Et puis Ken a commencé à devenir de plus en plus mélancolique. Il a toujours eu ce coté artiste tourmenté et torturé, mais cette mauvaise passe nous à tous inquiéter un peu plus que d'habitude alors on s'est rendu un peu plus disponible pour être avec lui et s'assurer qu'il ne reste pas seul trop longtemps avec ses démons. On ne voulait pas qu'il s'enfonce encore plus dans cette solitude dévastatrice. J'ai donc naturellement revu de plus en plus les amis de mon frère. J'ai donc retrouvé Hakim et même si j'avais grandie j'avais toujours ce quelque chose pour lui.
Au début nos conversations tournaient beaucoup autour de Ken et puis petit à petit ça a dévié sur nous, nos vies, nos espoirs, nos attentes... et puis passer du temps avec lui était devenu quelque chose d'important, presque nécessaire pour qu'une journée soit une bonne journée... je suis retournée dans mes travers d'adolescente tout en m'efforçant de faire comme si de rien n'était.
J'attendais beaucoup de cette soirée.

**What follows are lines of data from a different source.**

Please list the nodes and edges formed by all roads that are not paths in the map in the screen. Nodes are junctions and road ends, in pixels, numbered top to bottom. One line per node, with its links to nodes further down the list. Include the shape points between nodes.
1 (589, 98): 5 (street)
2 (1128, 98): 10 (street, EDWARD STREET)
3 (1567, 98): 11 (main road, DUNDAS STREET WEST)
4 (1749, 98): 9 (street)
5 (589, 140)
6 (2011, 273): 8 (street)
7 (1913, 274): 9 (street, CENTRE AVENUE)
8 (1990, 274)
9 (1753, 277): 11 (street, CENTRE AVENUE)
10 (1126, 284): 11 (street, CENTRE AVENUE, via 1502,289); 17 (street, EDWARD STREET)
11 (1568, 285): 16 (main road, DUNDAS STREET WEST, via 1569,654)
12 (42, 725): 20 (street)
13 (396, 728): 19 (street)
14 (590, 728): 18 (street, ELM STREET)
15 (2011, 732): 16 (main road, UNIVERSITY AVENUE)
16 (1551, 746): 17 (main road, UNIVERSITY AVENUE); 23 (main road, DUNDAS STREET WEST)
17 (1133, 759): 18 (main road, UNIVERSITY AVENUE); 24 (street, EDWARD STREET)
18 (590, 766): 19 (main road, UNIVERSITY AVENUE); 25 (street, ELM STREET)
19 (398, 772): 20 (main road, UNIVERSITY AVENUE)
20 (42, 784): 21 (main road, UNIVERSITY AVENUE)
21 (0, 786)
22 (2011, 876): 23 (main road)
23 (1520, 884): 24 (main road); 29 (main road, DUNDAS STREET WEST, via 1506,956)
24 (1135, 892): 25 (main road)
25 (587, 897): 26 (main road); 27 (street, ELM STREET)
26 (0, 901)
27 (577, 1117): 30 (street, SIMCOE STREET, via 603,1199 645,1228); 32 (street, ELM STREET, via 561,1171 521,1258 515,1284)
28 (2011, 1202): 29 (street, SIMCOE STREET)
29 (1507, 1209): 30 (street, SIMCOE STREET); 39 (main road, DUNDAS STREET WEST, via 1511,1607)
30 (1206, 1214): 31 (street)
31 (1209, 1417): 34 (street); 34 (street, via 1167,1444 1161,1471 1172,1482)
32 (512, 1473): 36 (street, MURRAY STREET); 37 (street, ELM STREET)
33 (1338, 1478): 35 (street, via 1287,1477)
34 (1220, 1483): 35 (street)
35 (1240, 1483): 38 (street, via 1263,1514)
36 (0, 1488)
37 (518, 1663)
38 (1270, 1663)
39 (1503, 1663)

J'espérais un déclic de sa part, qu'il me voit enfin comme une femme et pas comme la petite soeur d'un de ses meilleurs amis. Quand il a accepté, j'ai cru que mon coeur allait sortir de ma poitrine tellement il battait fort, j'ai du me faire violence pour ne pas faire la danse de la victoire devant lui... mais à l'évidence il n'avait pas les mêmes attentes que moi... alors autant le laisser partir.
A peine la porte claque que je sens un pincement au coeur. Pour ne pas m'apitoyer sur mon sort je range les traces de son passage, comme si faire disparaitre les preuves m'aiderait à ne pas avoir mal au coeur.
Je finis de laver le dernier verre quand la porte de la salle de bain s'ouvre. Léa en sort elle a meilleure mine même si elle ne respire pas la joie non plus. Elle porte un short noir en coton et un T-Shirt simple blanc à col rond. Les jambes amaigris le visage creusé, toute la fatigue peut se lire sur son corps et je me rend compte que je n'ai rien vu venir. Elle semble hésitant, se triture les mains alors je l'invite à s'assoir dans le canapé pendant que je prépare deux tasses de thé. Une fois les boissons chaudes terminées je les poses sur la table basse et vais nous chercher deux plaids histoire d'être confortablement installée .
- Alors raconte moi.
- Par où commencer ?
- Peut importe on remettra les pièces du puzzles dans l'ordre plus tard.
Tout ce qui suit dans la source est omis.